(Exercise inputs begins)
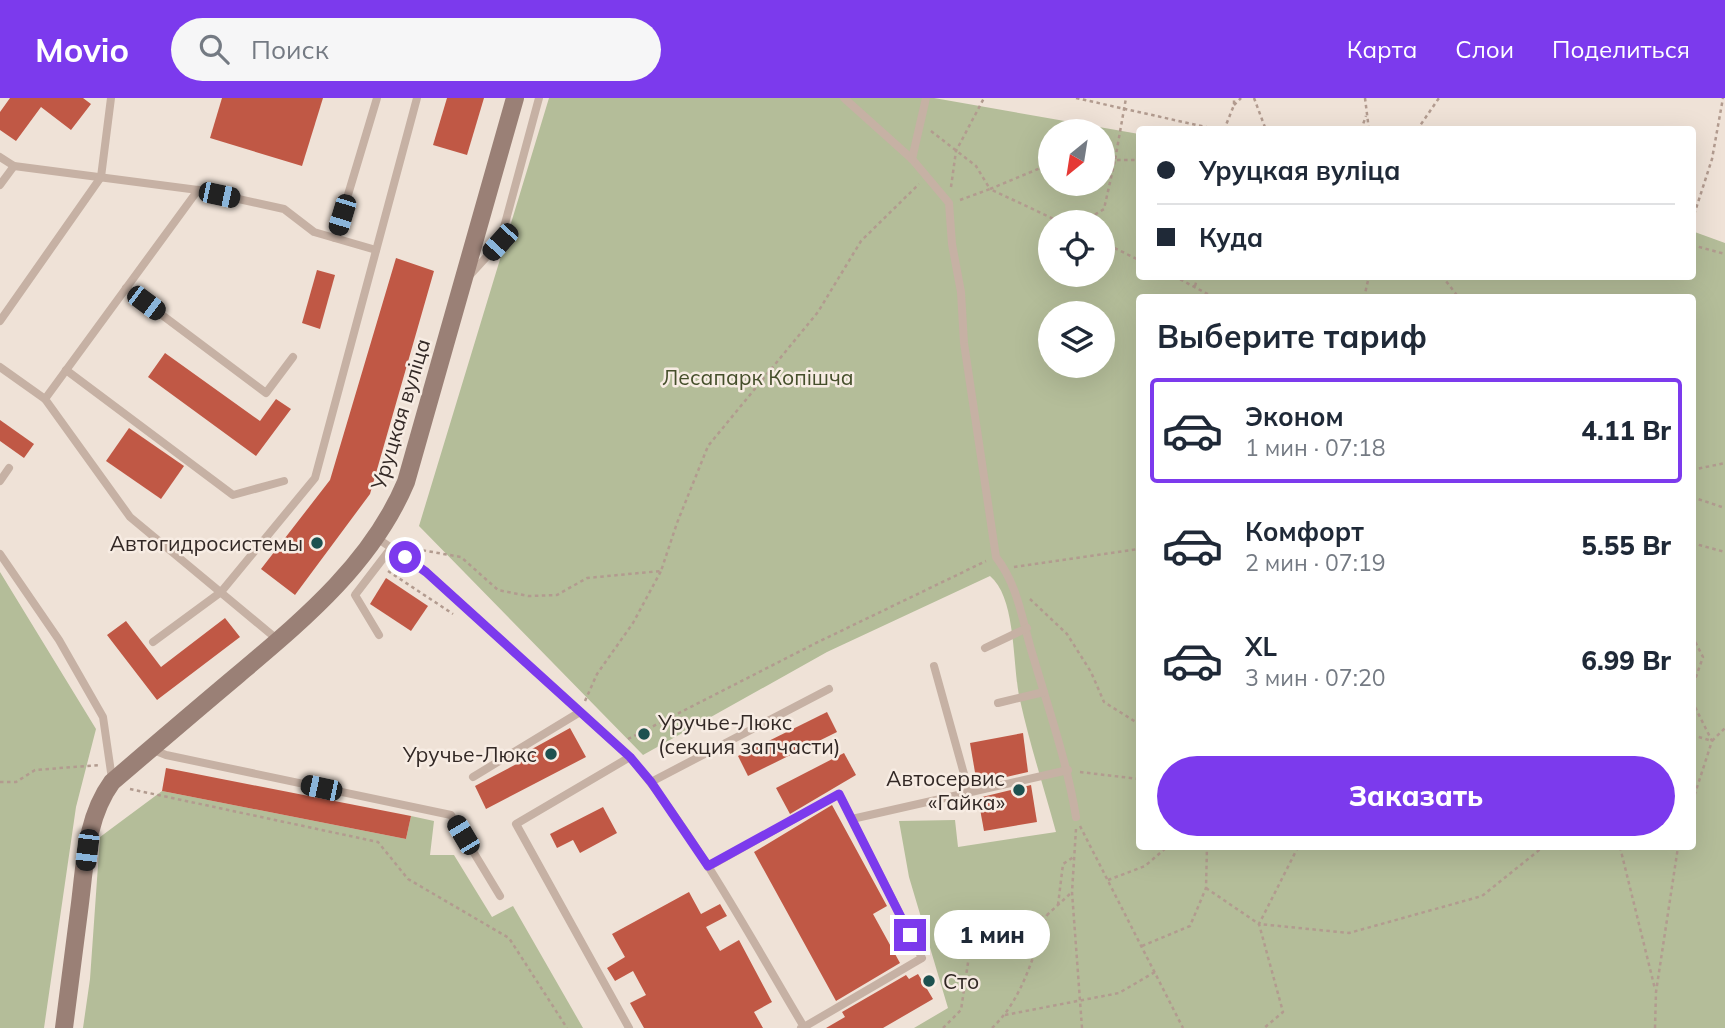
<!DOCTYPE html>
<html lang="ru">
<head>
<meta charset="utf-8">
<style>
	:root { --surface:#fff; --page:#f6f6f7; --text:#1f2937; --muted:#747a83; --line:#e0e1e3; --accent:#7c3aed }
	body { margin:0; font-family:Mulish,sans-serif; background:var(--page); color:var(--text); height:100vh; display:flex; flex-direction:column; font-size:26px; white-space:nowrap }
	* { box-sizing:border-box; margin:0 }
	p { font-size:23px; color:var(--muted) }
	.icon { flex:none; width:38px; height:38px; fill:none; stroke:currentColor; stroke-width:2; stroke-linecap:round; stroke-linejoin:round }
	.map { position:relative; flex:1; overflow:hidden }
	.details { position:absolute; left:1136px; top:196px; width:560px; height:556px; display:flex; flex-direction:column; background:var(--surface); border-radius:7px; box-shadow:0 7px 28px #0002 }
	.details>* { flex:none }
	.guide { position:absolute; left:1136px; top:28px; width:560px; height:154px; border-radius:7px; box-shadow:0 7px 28px #0002; display:grid; align-content:center; height:154px; padding:0 21px; background:var(--surface) }
	.needle { width:46px; rotate:210deg }
	.controls { position:absolute; left:1038px; top:21px; display:grid; gap:14px }
	.controls a { display:grid; place-items:center; width:77px; height:77px; border-radius:50%; background:var(--surface); box-shadow:0 7px 28px #0002; font-size:35px }
	.end { position:absolute; width:32px; height:32px; margin:-16px; border:9px solid #7c3aed; background:#fff; box-shadow:0 0 0 4px #fff }
	.from { border-radius:50% }
	.bubble { position:absolute; height:49px; border-radius:24px; background:var(--surface); box-shadow:0 7px 28px #0002; font-size:23px; font-weight:800; line-height:49px; text-align:center }
	.car { position:absolute; width:21px; height:42px; margin:-21px -10px; border-radius:9px; box-shadow:0 0 5px 2px #0007; background:linear-gradient(#222 24%,#8ab4d8 0 40%,#222 0 76%,#8ab4d8 0 86%,#222 0) }
	.guide b { display:flex; align-items:center; gap:24px; height:66px; font-size:26px }
	.guide b+b { border-top:2px solid var(--line) }
	.guide i { width:18px; height:18px; background:var(--text) }
	ul { padding:0; list-style:none }
	li { display:flex; align-items:center; gap:21px; height:105px; margin:0 14px 10px; padding:0 7px; border:4px solid transparent; border-radius:7px }
	li div { flex:1 }
	li b { display:block; font-size:26px }
	li em { font-style:normal; font-weight:800 }
	li.on { border-color:var(--accent) }
	li>.icon { width:63px; height:63px; stroke-width:1.5 }
	h2 { padding:0 21px; font-size:32px; line-height:84px }
	.cta { display:flex; gap:14px; margin-top:auto; padding:14px 21px }
	.cta a { flex:1; height:80px; border-radius:42px; background:var(--accent); color:#fff; font-size:28px; font-weight:800; line-height:80px; text-align:center }
	header { display:flex; align-items:center; gap:42px; box-sizing:border-box; height:98px; padding:0 35px; background:var(--accent); color:#fff }
	header strong { font-size:33px }
	nav { display:flex; gap:38px; margin-inline-start:auto; font-size:24px }
	.search { width:490px; height:63px; background:var(--page); display:flex; align-items:center; gap:18px; box-sizing:border-box; padding:0 24px; border-radius:38px; color:var(--muted); font-size:26px }
	.map>svg:first-child { display:block }
	.green { fill:#b4bd99; fill-rule:evenodd }
	.building { fill:#c05845 }
	.lines { fill:none; stroke-linecap:round; stroke-linejoin:round }
	.path { stroke:#b29b8f; stroke-width:2.5; stroke-dasharray:3.5 3.5; stroke-linecap:butt }
	.lane { stroke:#c6b1a4; stroke-width:8 }
	.secondary { stroke:#9a8076; stroke-width:18 }
	.route { stroke:#7c3aed; stroke-width:9 }
	.poi-dot { fill:#1d5150; stroke:#f7ece3; stroke-width:2.5 }
	.labels { text-anchor:middle; dominant-baseline:central; stroke-width:5; stroke-linejoin:round; paint-order:stroke }
	.park-label { font-size:21px; fill:#454f2b; stroke:#f7ece3 }
	.street-label { font-size:21px; fill:#322825; stroke:#f7ece3 }
	.poi-label { font-size:21px; fill:#322825; stroke:#f7ece3; text-anchor:end }
</style>
</head>
<body>
<header>
<strong>Movio</strong>
<div class="search"><svg class="icon" aria-label="search" viewBox="0 0 24 24"><circle cx="10" cy="10" r="6"/><path d="M15 15l6 6"/></svg>Поиск</div>
<nav><a>Карта</a><a>Слои</a><a>Поделиться</a></nav>
</header>
<div class="map">
<svg width="1725" height="930" viewBox="0 0 1725 930">
	<rect width="100%" height="100%" fill="#efe2d7"/>
	<g class="green">
		<path d="M549 0H934L1139 36V178H1692V133L1725 145V930H914L948 910 909 779 899 723 955 722 958 749 1056 734C1044 690 1030 647 1020 602 1012 569 1017 500 990 478L827 554 643 657 419 428ZM1050 33H1102V86H1050ZM1050 124H1102V177H1050ZM1139 200H1692V749H1139ZM1050 215H1102V268H1050Z"/>
		<polygon points="0,474 96,631 76,709 44,930 0,930"/>
		<polygon points="162,693 406,741 411,718 434,723 430,757 454,757 492,819 513,808 583,930 83,930 90,881 100,739"/>
	</g>
	<g class="building">
		<polygon points="10,0 83,0 91,6 71,32 41,9 16,43 0,32 0,14"/>
		<polygon points="222,0 323,0 302,68 210,40"/>
		<polygon points="447,0 484,0 467,57 433,47"/>
		<polygon points="396,160 434,173 370,396 295,497 261,471 330,382"/>
		<polygon points="317,172 335,177 320,231 302,225"/>
		<polygon points="165,255 260,323 276,301 291,311 256,358 148,279"/>
		<polygon points="0,322 34,346 24,360 0,343"/>
		<polygon points="129,330 184,368 161,401 106,363"/>
		<polygon points="386,480 428,508 411,533 370,506"/>
		<polygon points="225,520 240,539 157,602 107,537 126,523 161,569"/>
		<polygon points="827,614 837,634 748,678 738,658"/>
		<polygon points="570,630 586,659 486,711 475,688 526,661 523,656"/>
		<polygon points="1023,635 1028,674 977,686 970,645"/>
		<polygon points="844,655 856,677 790,716 776,690"/>
		<polygon points="166,670 411,718 406,741 162,693"/>
		<polygon points="1031,687 1037,724 984,733 978,700"/>
		<polygon points="832,707 887,808 873,816 900,865 836,903 754,754"/>
		<polygon points="603,709 617,735 580,755 573,742 557,750 550,736"/>
		<polygon points="689,794 701,816 720,806 727,818 706,829 720,853 739,842 772,904 754,914 763,930 644,930 630,905 646,897 633,873 615,883 607,870 625,859 612,836"/>
		<polygon points="918,876 933,901 883,930 826,930 845,919 842,914 906,877 909,881"/>
	</g>
	<g class="lines">
		<g class="path">
			<polyline points="1076,0 1219,32"/>
			<polyline points="1254,0 1266,32"/>
			<polyline points="1365,0 1369,32"/>
			<polyline points="1234,7 1241,0"/>
			<polyline points="1224,32 1234,7 1234,0"/>
			<polyline points="1361,32 1366,18"/>
			<polyline points="1417,32 1439,0"/>
			<polyline points="931,33 976,68 990,91 1050,66"/>
			<polyline points="1102,62 1115,62 1126,0"/>
			<polyline points="951,89 956,53 984,0"/>
			<polyline points="960,102 990,91 1060,124"/>
			<polyline points="1692,123 1712,61 1723,0"/>
			<polyline points="1083,124 1104,111 1115,62 1139,62"/>
			<polyline points="1102,144 1139,162"/>
			<polyline points="1692,147 1725,156"/>
			<polyline points="1174,178 1215,200"/>
			<polyline points="1442,178 1459,200"/>
			<polyline points="1195,188 1198,178"/>
			<polyline points="1364,200 1369,178"/>
			<polyline points="1692,372 1725,365"/>
			<polyline points="1692,399 1725,410"/>
			<polyline points="1692,445 1725,454"/>
			<polyline points="416,454 421,452 461,459 498,492 528,498 557,497 587,480 661,473 677,425 708,348 818,214 861,143 919,86"/>
			<polyline points="1014,469 1139,451"/>
			<polyline points="388,473 453,516"/>
			<polyline points="1030,501 1067,536 1091,574 1104,604 1139,626"/>
			<polyline points="1692,538 1703,559 1692,590"/>
			<polyline points="585,603 597,576 633,525 661,473"/>
			<polyline points="1692,603 1712,643 1692,705"/>
			<polyline points="1692,637 1712,643 1725,630"/>
			<polyline points="628,641 816,545 986,463"/>
			<polyline points="1080,674 1139,681"/>
			<polyline points="0,684 16,684 35,672 100,667"/>
			<polyline points="130,691 378,744 408,781 509,840 567,930"/>
			<polyline points="1080,728 1183,930"/>
			<polyline points="1076,731 1072,794 1082,930"/>
			<polyline points="1298,749 1259,826 1349,835 1482,798 1543,749"/>
			<polyline points="1620,749 1655,891"/>
			<polyline points="1108,782 1145,768 1167,749"/>
			<polyline points="1206,790 1259,826 1283,914 1264,930"/>
			<polyline points="1058,807 1063,766 1075,758"/>
			<polyline points="1142,848 1190,828 1206,790 1207,749"/>
			<polyline points="1005,917 1119,895 1155,874"/>
			<polyline points="943,930 961,912 969,858 1011,832 1047,817 1072,794"/>
			<path d="M992 930C1023 901 1034 856 1047 817"/>
			<polyline points="1655,930 1656,894 1678,749"/>
		</g>
		<g class="lane">
			<path d="M844 0 912 61 949 105 952 146 961 194 964 245 996 459C1019 489 1022 523 1033 558 1049 612 1067 664 1076 719"/>
			<polyline points="0,59 14,68 198,92 284,111 314,134 376,152"/>
			<polyline points="912,61 926,0"/>
			<polyline points="0,87 14,68"/>
			<polyline points="198,92 45,301 130,419 278,542"/>
			<polyline points="335,140 377,0"/>
			<polyline points="469,178 500,144 539,0"/>
			<polyline points="126,190 266,295 293,259"/>
			<polyline points="0,223 101,79 111,0"/>
			<polyline points="0,269 45,301"/>
			<polyline points="66,272 233,397 284,383"/>
			<polyline points="0,383 9,370"/>
			<path d="M377 440 426 474 630 659C698 741 749 837 804 929L801 930"/>
			<polyline points="0,456 59,542 103,619 112,681"/>
			<polyline points="379,537 355,497 391,450"/>
			<polyline points="153,544 221,494 315,380 417,0"/>
			<polyline points="985,550 1027,530"/>
			<polyline points="934,568 969,694"/>
			<polyline points="998,605 1044,594"/>
			<polyline points="151,651 166,657 451,717 500,798"/>
			<polyline points="473,679 580,614"/>
			<polyline points="651,684 829,591"/>
			<polyline points="852,721 1068,672"/>
			<polyline points="708,769 839,696 922,860 804,929"/>
			<polyline points="629,930 516,726 630,659"/>
		</g>
		<path class="secondary" d="M64 930C69 891 74 852 79 813 85 769 85 721 112 684 154 648 196 612 239 576 304 521 372 465 406 384L515 0"/>
	</g>
	<g class="lines">
		<polyline class="route" points="405,459 426,474 630,659 651,684 708,768 839,696 910,837"/>
	</g>
	<g class="poi-dot">
		<circle cx="317" cy="445" r="7"/>
		<circle cx="644" cy="636" r="7"/>
		<circle cx="551" cy="656" r="7"/>
		<circle cx="1019" cy="692" r="7"/>
		<circle cx="929" cy="883" r="7"/>
	</g>
	<g class="labels">
		<g class="park-label">
			<text x="758" y="279">Лесапарк Копішча</text>
		</g>
		<g class="street-label">
			<text transform="translate(400 316) rotate(-73)">Уруцкая вуліца</text>
		</g>
		<g class="poi-label">
			<text x="303" y="445">Автогидросистемы</text>
			<text x="658" y="624" text-anchor="start">Уручье-Люкс<tspan x="658" dy="24">(секция запчасти)</tspan></text>
			<text x="537" y="656">Уручье-Люкс</text>
			<text x="1005" y="680">Автосервис<tspan x="1005" dy="24">«Гайка»</tspan></text>
			<text x="943" y="883" text-anchor="start">Сто</text>
		</g>
	</g>
</svg>
<div class="controls">
<a><svg class="needle" viewBox="-14 -14 28 28"><path d="M0-13l5 13h-10z" fill="#e53935"/><path d="M0 13l5-13h-10z" fill="#747a83"/></svg></a>
<a><svg class="icon" aria-label="locate" viewBox="0 0 24 24"><circle cx="12" cy="12" r="6"/><path d="M12 2v4M12 18v4M2 12h4M18 12h4"/></svg></a>
<a><svg class="icon" aria-label="layers" viewBox="0 0 24 24"><path d="M12 4l9 5-9 5-9-5zM3 14l9 5 9-5"/></svg></a>
</div>
<i class="end from" style="left:405px;top:459px"></i>
<i class="end" style="left:910px;top:837px"></i>
<div class="bubble" style="left:934px;top:812px;width:116px">1 мин</div>
<i class="car" style="left:219px;top:97px;rotate:102deg"></i>
<i class="car" style="left:342px;top:117px;rotate:197deg"></i>
<i class="car" style="left:500px;top:144px;rotate:222deg"></i>
<i class="car" style="left:146px;top:205px;rotate:127deg"></i>
<i class="car" style="left:321px;top:690px;rotate:282deg"></i>
<i class="car" style="left:463px;top:737px;rotate:329deg"></i>
<i class="car" style="left:87px;top:752px;rotate:187deg"></i>
<div class="guide">
<b><i class="from"></i>Уруцкая вуліца</b>
<b><i></i>Куда</b>
</div>
<section class="details">
<h2>Выберите тариф</h2>
<ul>
<li class="on"><svg class="icon" aria-label="car" viewBox="0 0 24 24"><path d="M5 17H2v-5l4-1 3-4h7l3 4 3 1v5h-3M9 17h6M6 11h13"/><circle cx="7" cy="17" r="2"/><circle cx="17" cy="17" r="2"/></svg><div><b>Эконом</b><p>1 мин · 07:18</p></div><em>4.11 Br</em></li>
<li><svg class="icon" aria-label="car" viewBox="0 0 24 24"><path d="M5 17H2v-5l4-1 3-4h7l3 4 3 1v5h-3M9 17h6M6 11h13"/><circle cx="7" cy="17" r="2"/><circle cx="17" cy="17" r="2"/></svg><div><b>Комфорт</b><p>2 мин · 07:19</p></div><em>5.55 Br</em></li>
<li><svg class="icon" aria-label="car" viewBox="0 0 24 24"><path d="M5 17H2v-5l4-1 3-4h7l3 4 3 1v5h-3M9 17h6M6 11h13"/><circle cx="7" cy="17" r="2"/><circle cx="17" cy="17" r="2"/></svg><div><b>XL</b><p>3 мин · 07:20</p></div><em>6.99 Br</em></li>
</ul>
<div class="cta"><a>Заказать</a></div>
</section>
</div>
</body>
</html>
(Exercise inputs ends)
_Task statement_. Once you reach the line with "position:absolute; width:32px; height:32px;" in the data above, copy it and every line after it exactly, up to and including the line with "width:18px; height:18px; background:var(--text)".

_Result below_.
	.end { position:absolute; width:32px; height:32px; margin:-16px; border:9px solid #7c3aed; background:#fff; box-shadow:0 0 0 4px #fff }
	.from { border-radius:50% }
	.bubble { position:absolute; height:49px; border-radius:24px; background:var(--surface); box-shadow:0 7px 28px #0002; font-size:23px; font-weight:800; line-height:49px; text-align:center }
	.car { position:absolute; width:21px; height:42px; margin:-21px -10px; border-radius:9px; box-shadow:0 0 5px 2px #0007; background:linear-gradient(#222 24%,#8ab4d8 0 40%,#222 0 76%,#8ab4d8 0 86%,#222 0) }
	.guide b { display:flex; align-items:center; gap:24px; height:66px; font-size:26px }
	.guide b+b { border-top:2px solid var(--line) }
	.guide i { width:18px; height:18px; background:var(--text) }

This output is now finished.